Subtly aware of all the forces that have been working for so long within this woman of his creative imagination, Dr. Cronin lets it be known that Lucy's "vision" is due largely to undernourishment and although he will push her to the length of courting, as it were, martyrdom by seeking to join a religious order dedicated to the most rigorous discipline, it is clear he holds no brief either for or against that phase of the religious life. But he understands it, and the pages that deal with Lucy's convent life, an unusual situation for a novelist to handle, are done with understanding, delicacy and beauty.

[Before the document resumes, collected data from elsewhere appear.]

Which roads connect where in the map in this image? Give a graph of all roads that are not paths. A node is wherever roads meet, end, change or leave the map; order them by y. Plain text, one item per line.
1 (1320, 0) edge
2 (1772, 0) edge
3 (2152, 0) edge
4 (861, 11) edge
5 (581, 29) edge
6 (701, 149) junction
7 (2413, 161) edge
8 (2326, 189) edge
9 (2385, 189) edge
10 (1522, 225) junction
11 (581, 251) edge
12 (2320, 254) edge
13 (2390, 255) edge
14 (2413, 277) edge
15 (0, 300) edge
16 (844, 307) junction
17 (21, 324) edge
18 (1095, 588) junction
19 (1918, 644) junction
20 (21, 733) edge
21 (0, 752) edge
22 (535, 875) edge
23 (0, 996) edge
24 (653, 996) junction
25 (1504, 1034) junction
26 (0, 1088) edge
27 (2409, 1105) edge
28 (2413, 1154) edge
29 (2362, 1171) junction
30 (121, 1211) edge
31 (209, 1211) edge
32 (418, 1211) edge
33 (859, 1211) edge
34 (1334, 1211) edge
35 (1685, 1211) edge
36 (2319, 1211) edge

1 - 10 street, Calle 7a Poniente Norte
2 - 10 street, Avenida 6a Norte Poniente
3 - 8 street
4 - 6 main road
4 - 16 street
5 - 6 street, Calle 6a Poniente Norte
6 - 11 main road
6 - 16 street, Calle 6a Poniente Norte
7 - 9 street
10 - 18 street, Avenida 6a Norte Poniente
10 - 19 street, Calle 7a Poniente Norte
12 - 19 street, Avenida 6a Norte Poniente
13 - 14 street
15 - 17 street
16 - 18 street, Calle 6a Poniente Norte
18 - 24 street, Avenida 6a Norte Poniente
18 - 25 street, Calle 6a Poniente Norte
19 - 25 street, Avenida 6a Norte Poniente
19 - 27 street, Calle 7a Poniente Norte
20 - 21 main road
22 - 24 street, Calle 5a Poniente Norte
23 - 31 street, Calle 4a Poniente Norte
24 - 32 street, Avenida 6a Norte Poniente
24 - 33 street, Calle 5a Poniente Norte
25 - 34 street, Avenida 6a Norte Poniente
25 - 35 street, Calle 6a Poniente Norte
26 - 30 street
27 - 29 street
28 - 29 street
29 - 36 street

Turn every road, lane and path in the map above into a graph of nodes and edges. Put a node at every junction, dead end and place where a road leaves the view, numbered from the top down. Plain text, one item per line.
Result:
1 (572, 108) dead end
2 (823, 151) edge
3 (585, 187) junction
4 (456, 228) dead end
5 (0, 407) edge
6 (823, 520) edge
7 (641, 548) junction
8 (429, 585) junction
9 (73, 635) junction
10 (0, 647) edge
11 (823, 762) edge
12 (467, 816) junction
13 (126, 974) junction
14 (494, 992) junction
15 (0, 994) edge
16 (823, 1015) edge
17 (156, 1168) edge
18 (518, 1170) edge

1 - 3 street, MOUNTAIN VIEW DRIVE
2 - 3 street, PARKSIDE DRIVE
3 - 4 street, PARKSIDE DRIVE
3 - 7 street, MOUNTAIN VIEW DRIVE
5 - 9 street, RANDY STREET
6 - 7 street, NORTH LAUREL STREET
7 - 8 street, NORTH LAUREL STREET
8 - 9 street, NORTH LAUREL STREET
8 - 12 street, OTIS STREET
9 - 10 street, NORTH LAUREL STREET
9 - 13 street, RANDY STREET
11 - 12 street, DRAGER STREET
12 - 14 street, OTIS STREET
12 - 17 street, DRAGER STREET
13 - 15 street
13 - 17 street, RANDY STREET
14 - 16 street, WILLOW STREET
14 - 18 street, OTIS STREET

Again it is Lucy's stubbornness that defeats her. She cannot, in the way she has elected, give herself to her third love, religion. As she managed Frank, and then Peter, so she must manage God. Gently, nay, with tenderness, nevertheless with firmness, Lucy, emaciated, and with a heart fatally deranged from her long struggle with hunger, want and disappointment, dies without again meeting Peter to whom she would return. Victory? Yes. Though a pyrrhic one. For Lucy has been of that indomitable company that never surrenders. Perhaps, however, there is something of irony intended also. Like James Brodie, Lucy Moore is not one we should either wish to be or to come into contact with!
"Three Loves" is a novel "of parts," as our elders might have said. And A. J. Cronin has again demonstrated that he has something to contribute to English fiction.
Percy Hutchison, "Dr. Cronin's Portrait of a Stubborn Woman," in The New York Times Book Review, April 3, 1932, p. 6.